• What to produce
In the records below, find the line that contains "I need the junctions" and repeat it, along with each line after it, exactly as written.

• Stored data entries
+ + + + +

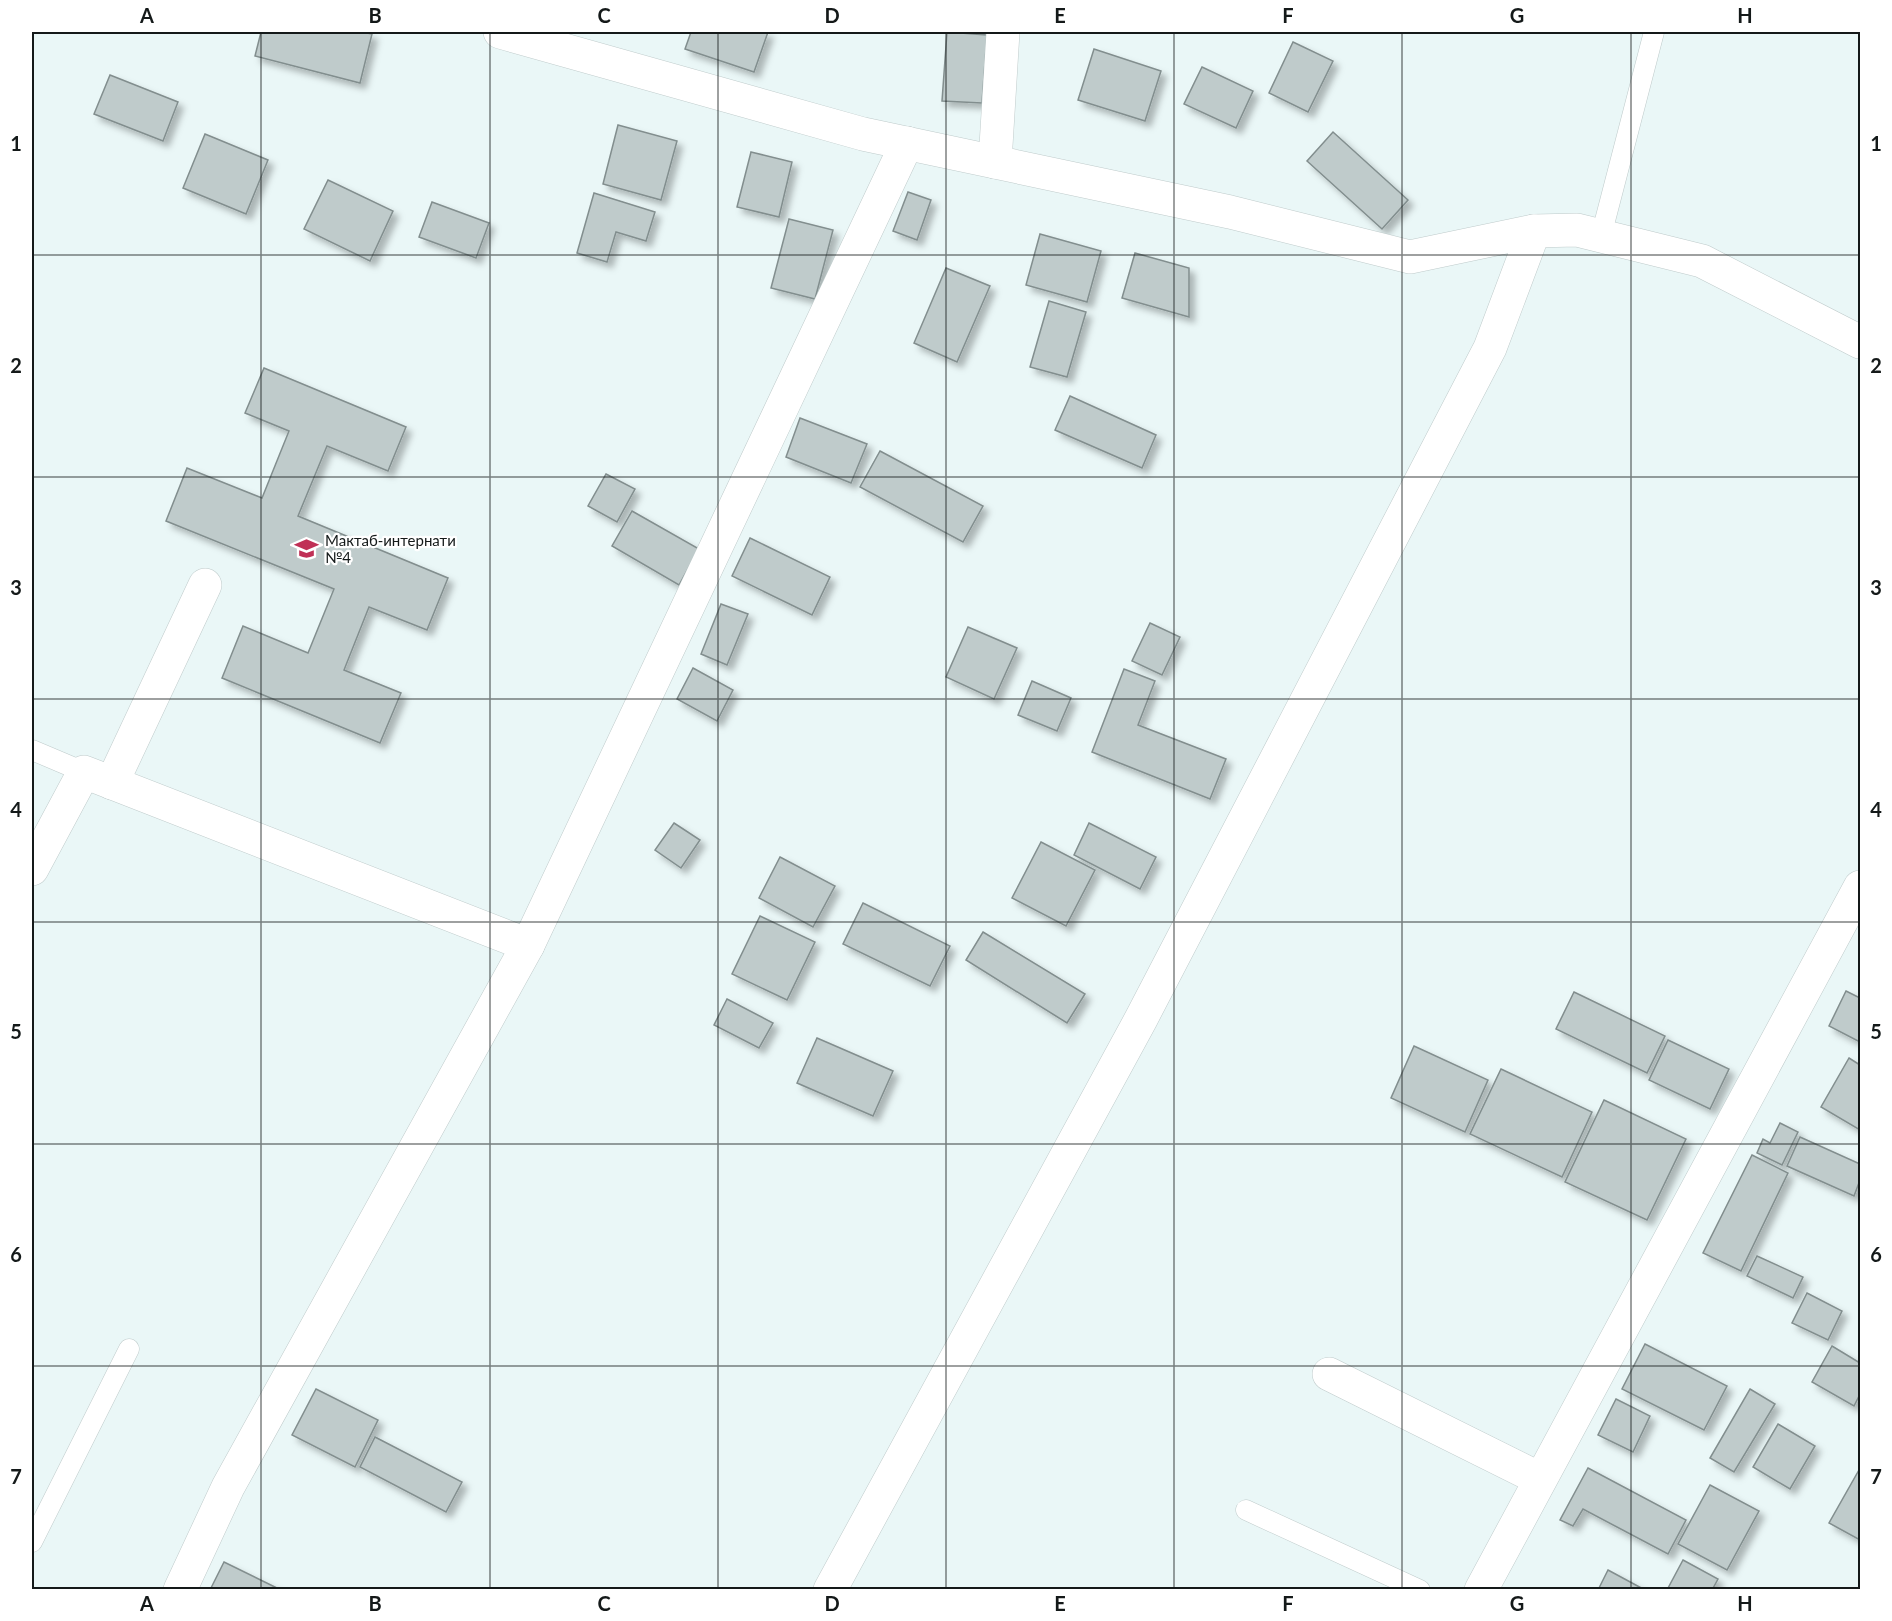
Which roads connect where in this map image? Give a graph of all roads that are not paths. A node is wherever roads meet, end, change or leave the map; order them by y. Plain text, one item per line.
1 (1003, 32) edge
2 (1654, 32) edge
3 (510, 33) edge
4 (907, 143) junction
5 (995, 162) junction
6 (1534, 231) junction
7 (1601, 236) junction
8 (1860, 342) edge
9 (205, 585) dead end
10 (32, 750) edge
11 (98, 778) junction
12 (32, 869) edge
13 (1860, 887) edge
14 (528, 945) junction
15 (129, 1349) dead end
16 (1329, 1374) dead end
17 (1540, 1479) junction
18 (1246, 1510) dead end
19 (32, 1542) edge
20 (180, 1590) edge
21 (830, 1590) edge
22 (1420, 1590) edge
23 (1481, 1590) edge

1 - 5 street
2 - 7 lane
3 - 4 street
4 - 5 street
4 - 14 street
5 - 6 street
6 - 7 street
6 - 21 street
7 - 8 street
9 - 11 street
10 - 11 lane
11 - 12 street
11 - 14 street
13 - 17 street
14 - 20 street
15 - 19 lane
16 - 17 street
17 - 23 street
18 - 22 lane

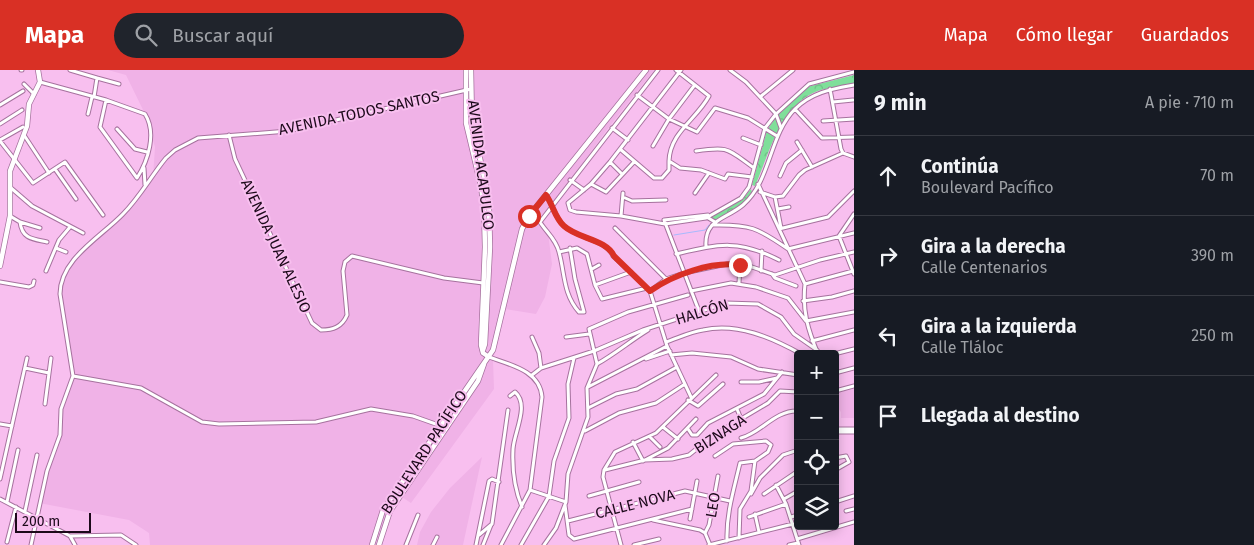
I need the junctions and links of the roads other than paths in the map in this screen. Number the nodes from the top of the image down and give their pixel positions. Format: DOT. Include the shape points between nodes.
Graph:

+ + + + +

• Written answer
I need the junctions and links of the roads other than paths in the map in this screen. Number the nodes from the top of the image down and give their pixel positions. Format: DOT. Include the shape points between nodes.
Graph:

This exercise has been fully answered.